Commander Reichelderfer circulated Emmons’s article among the senior forecasters, asking for their comments. Mitchell scrawled in answer, “Mr. Emmons went off half-cocked it seems to me.”

Sixty-five years later, defenses, accusations, explanations, and analyses of the missed forecast are still being made. But no matter which side you come down on, the shortest and truest answer is that the Great New England Hurricane simply outran the forecasters. It was too fast for the men in the Weather Bureau and the limited resources they had in 1938. As a result, 682 people died and another 1,754 were seriously injured.

Maine was the only New England state without a fatality.
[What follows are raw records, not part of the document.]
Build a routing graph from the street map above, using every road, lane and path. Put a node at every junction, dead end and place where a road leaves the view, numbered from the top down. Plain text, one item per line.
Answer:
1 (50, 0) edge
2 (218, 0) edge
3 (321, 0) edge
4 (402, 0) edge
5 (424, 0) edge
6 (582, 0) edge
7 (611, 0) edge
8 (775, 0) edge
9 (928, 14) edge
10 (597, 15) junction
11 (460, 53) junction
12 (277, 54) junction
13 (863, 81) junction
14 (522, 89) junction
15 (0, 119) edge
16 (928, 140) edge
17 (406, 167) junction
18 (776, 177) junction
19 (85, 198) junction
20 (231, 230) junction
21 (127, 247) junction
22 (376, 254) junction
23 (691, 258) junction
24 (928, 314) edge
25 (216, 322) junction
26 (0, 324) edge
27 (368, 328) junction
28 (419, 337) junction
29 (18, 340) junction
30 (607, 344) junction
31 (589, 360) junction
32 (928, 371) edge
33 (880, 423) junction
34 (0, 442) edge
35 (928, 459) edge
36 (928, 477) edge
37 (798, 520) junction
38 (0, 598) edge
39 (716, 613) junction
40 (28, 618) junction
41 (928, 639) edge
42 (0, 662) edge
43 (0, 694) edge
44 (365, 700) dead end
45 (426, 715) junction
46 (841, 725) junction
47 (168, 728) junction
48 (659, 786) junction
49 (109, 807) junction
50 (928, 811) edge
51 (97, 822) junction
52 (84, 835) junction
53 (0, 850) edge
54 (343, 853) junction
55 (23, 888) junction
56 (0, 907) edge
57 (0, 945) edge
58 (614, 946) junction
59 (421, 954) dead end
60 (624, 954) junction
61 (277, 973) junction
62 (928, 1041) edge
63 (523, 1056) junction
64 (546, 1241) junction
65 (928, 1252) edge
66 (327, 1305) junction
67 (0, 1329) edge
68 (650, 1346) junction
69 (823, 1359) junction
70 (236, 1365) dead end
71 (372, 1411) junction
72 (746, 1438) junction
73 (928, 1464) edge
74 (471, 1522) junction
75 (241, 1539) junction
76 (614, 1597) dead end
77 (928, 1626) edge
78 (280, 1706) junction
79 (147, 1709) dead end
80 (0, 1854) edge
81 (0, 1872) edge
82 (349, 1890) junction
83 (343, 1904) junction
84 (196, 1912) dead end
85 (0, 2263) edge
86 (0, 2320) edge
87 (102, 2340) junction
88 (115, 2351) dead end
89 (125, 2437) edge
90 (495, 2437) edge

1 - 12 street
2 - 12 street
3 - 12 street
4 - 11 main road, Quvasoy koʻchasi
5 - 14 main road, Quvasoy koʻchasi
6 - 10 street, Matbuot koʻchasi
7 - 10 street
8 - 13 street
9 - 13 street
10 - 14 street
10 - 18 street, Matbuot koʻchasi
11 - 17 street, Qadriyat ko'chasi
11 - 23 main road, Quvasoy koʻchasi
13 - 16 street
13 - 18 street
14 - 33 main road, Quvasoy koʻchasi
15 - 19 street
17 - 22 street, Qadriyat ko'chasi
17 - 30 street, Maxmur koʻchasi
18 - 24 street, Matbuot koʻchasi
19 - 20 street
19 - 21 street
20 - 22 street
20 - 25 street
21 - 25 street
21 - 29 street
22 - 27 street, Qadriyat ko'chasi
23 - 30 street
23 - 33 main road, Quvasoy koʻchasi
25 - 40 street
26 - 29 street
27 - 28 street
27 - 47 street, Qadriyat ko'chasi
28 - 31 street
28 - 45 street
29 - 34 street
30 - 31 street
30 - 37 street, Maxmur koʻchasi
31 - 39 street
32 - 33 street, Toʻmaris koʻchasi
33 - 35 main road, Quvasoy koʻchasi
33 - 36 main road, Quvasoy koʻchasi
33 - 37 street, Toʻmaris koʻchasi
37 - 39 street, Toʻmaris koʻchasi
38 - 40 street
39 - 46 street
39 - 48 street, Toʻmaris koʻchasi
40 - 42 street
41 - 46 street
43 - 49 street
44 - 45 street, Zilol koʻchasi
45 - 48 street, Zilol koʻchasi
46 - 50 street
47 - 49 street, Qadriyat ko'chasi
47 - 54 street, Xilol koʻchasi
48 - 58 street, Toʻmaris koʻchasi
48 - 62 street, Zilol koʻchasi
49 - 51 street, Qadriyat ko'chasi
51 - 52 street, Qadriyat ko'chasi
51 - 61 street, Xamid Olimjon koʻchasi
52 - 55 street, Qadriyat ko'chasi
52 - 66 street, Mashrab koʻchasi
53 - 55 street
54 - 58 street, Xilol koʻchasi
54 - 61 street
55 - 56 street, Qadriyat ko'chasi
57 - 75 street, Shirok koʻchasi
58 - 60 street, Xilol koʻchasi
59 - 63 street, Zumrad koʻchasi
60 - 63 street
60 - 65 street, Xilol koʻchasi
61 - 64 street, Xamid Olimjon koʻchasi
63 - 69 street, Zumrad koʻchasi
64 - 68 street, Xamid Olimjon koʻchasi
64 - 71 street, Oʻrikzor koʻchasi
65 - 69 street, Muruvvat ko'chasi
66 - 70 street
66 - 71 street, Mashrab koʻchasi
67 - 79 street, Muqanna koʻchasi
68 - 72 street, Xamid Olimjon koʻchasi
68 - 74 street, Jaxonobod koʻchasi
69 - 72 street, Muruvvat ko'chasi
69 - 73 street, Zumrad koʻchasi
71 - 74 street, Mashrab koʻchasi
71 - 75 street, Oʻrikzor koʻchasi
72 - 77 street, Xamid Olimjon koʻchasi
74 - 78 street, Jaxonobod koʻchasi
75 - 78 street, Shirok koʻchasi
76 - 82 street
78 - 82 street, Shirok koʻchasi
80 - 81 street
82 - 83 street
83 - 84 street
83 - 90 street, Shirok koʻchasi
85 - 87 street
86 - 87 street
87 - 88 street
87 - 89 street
Eighty-eight died in Massachusetts, ninety in Connecticut, twelve in New Hampshire, and seven in Vermont. One person drowned in New York City, a hitchhiker in Queens who tried to swim away after the car that picked him up stalled. More than fifty died on Long Island, including twenty-nine in the Westhampton Beach area. “It was a great relief to find friends who had survived,” Mona Schmid remembered. “There were so many funerals — every day a funeral, and Long Island was nothing compared with Rhode Island.”
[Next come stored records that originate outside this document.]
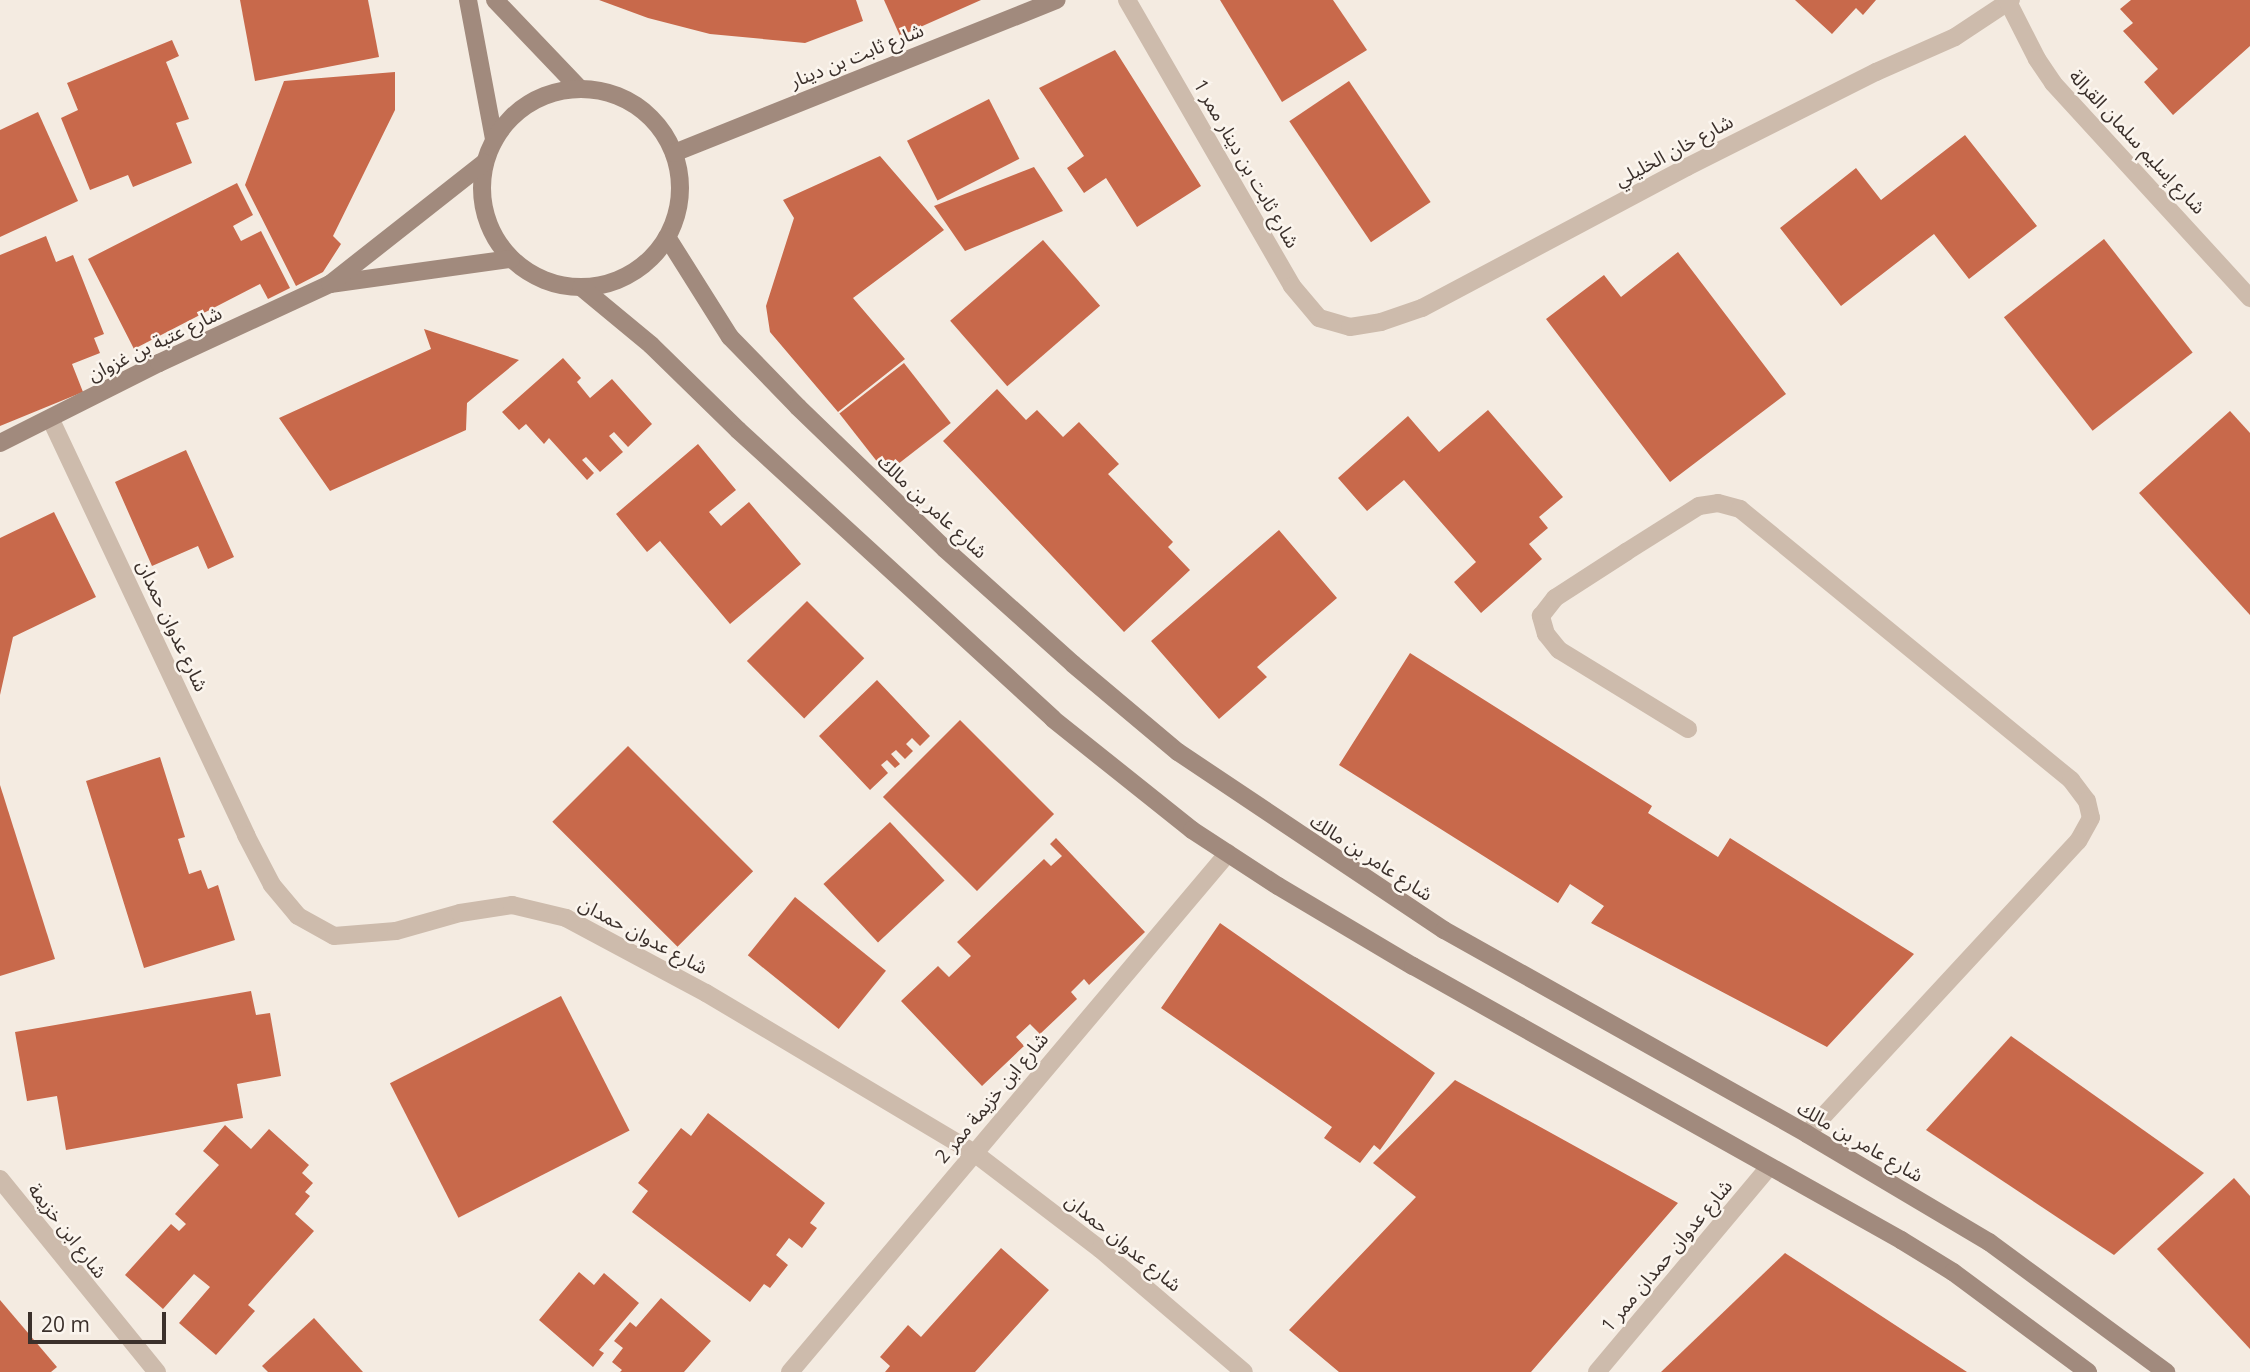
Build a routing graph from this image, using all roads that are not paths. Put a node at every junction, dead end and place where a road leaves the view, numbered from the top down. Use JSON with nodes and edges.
{"nodes":[{"id":1,"x":468,"y":0,"type":"edge"},
{"id":2,"x":495,"y":0,"type":"edge"},
{"id":3,"x":1057,"y":0,"type":"edge"},
{"id":4,"x":1127,"y":0,"type":"edge"},
{"id":5,"x":2009,"y":1,"type":"edge"},
{"id":6,"x":580,"y":89,"type":"junction"},
{"id":7,"x":494,"y":139,"type":"junction"},
{"id":8,"x":674,"y":153,"type":"junction"},
{"id":9,"x":484,"y":163,"type":"junction"},
{"id":10,"x":667,"y":237,"type":"junction"},
{"id":11,"x":511,"y":259,"type":"junction"},
{"id":12,"x":330,"y":284,"type":"junction"},
{"id":13,"x":581,"y":287,"type":"junction"},
{"id":14,"x":2250,"y":298,"type":"edge"},
{"id":15,"x":1350,"y":327,"type":"joint"},
{"id":16,"x":51,"y":420,"type":"junction"},
{"id":17,"x":0,"y":443,"type":"edge"},
{"id":18,"x":1688,"y":729,"type":"dead end"},
{"id":19,"x":1228,"y":853,"type":"junction"},
{"id":20,"x":1807,"y":1134,"type":"junction"},
{"id":21,"x":973,"y":1152,"type":"junction"},
{"id":22,"x":1769,"y":1167,"type":"junction"},
{"id":23,"x":0,"y":1179,"type":"edge"},
{"id":24,"x":156,"y":1372,"type":"edge"},
{"id":25,"x":790,"y":1372,"type":"edge"},
{"id":26,"x":1244,"y":1372,"type":"edge"},
{"id":27,"x":1598,"y":1372,"type":"edge"},
{"id":28,"x":2088,"y":1372,"type":"edge"},
{"id":29,"x":2166,"y":1372,"type":"edge"}],
"edges":[{"from":1,"to":7,"type":"street"},
{"from":2,"to":6,"type":"street"},
{"from":3,"to":8,"type":"street","name":"شارع ثابت بن دينار"},
{"from":4,"to":15,"type":"street","name":"شارع ثابت بن دينار ممر 1"},
{"from":5,"to":14,"type":"street","name":"شارع إسليم سلمان القرالة"},
{"from":5,"to":15,"type":"street","name":"شارع خان الخليلي"},
{"from":6,"to":7,"type":"street"},
{"from":6,"to":8,"type":"street"},
{"from":7,"to":9,"type":"street"},
{"from":8,"to":10,"type":"street"},
{"from":9,"to":11,"type":"street"},
{"from":9,"to":12,"type":"street","name":"شارع عتبة بن غزوان"},
{"from":10,"to":13,"type":"street"},
{"from":10,"to":20,"type":"street","name":"شارع عامر بن مالك"},
{"from":11,"to":12,"type":"street","name":"شارع عتبة بن غزوان"},
{"from":11,"to":13,"type":"street"},
{"from":12,"to":16,"type":"street","name":"شارع عتبة بن غزوان"},
{"from":13,"to":19,"type":"street"},
{"from":16,"to":17,"type":"street","name":"شارع عتبة بن غزوان"},
{"from":16,"to":21,"type":"street","name":"شارع عدوان حمدان"},
{"from":18,"to":20,"type":"street"},
{"from":19,"to":21,"type":"street","name":"شارع ابن خزيمة ممر 2"},
{"from":19,"to":22,"type":"street"},
{"from":20,"to":29,"type":"street","name":"شارع عامر بن مالك"},
{"from":21,"to":25,"type":"street","name":"شارع ابن خزيمة ممر 2"},
{"from":21,"to":26,"type":"street","name":"شارع عدوان حمدان"},
{"from":22,"to":27,"type":"street","name":"شارع عدوان حمدان ممر 1"},
{"from":22,"to":28,"type":"street"},
{"from":23,"to":24,"type":"street","name":"شارع ابن خزيمة"}]}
More than half of the dead — 433 — were in Rhode Island, the greatest toll along the beaches of South County. Nancy Allen Holst, a forest ranger, Red Cross volunteer, and pilot, flew her plane along the shoreline because it was easier to see the bodies from the air. Many people had put on their boots to slog through the water, she explained. The boots filled with water and weighed the bodies down so that only the tops of their heads were visible. When Holst spotted a corpse, she zoomed down, and a boat would go out to retrieve it.

Herbert Rathbun, just out of Dartmouth in June, was the official coroner for the Westerly area. In the wake of the hurricane, the town council informed him, “Somebody’s got to collect the bodies and you’re it.”

“We usually brought the bodies in on a door,” Rathbun recalled. “I laid them out in rows on the high school floor and tied a tag around the wrist or ankle.” The governor dispatched undertakers to South County so embalming could keep pace with the discovery of corpses. Still there was a shortage of caskets and embalming fluid.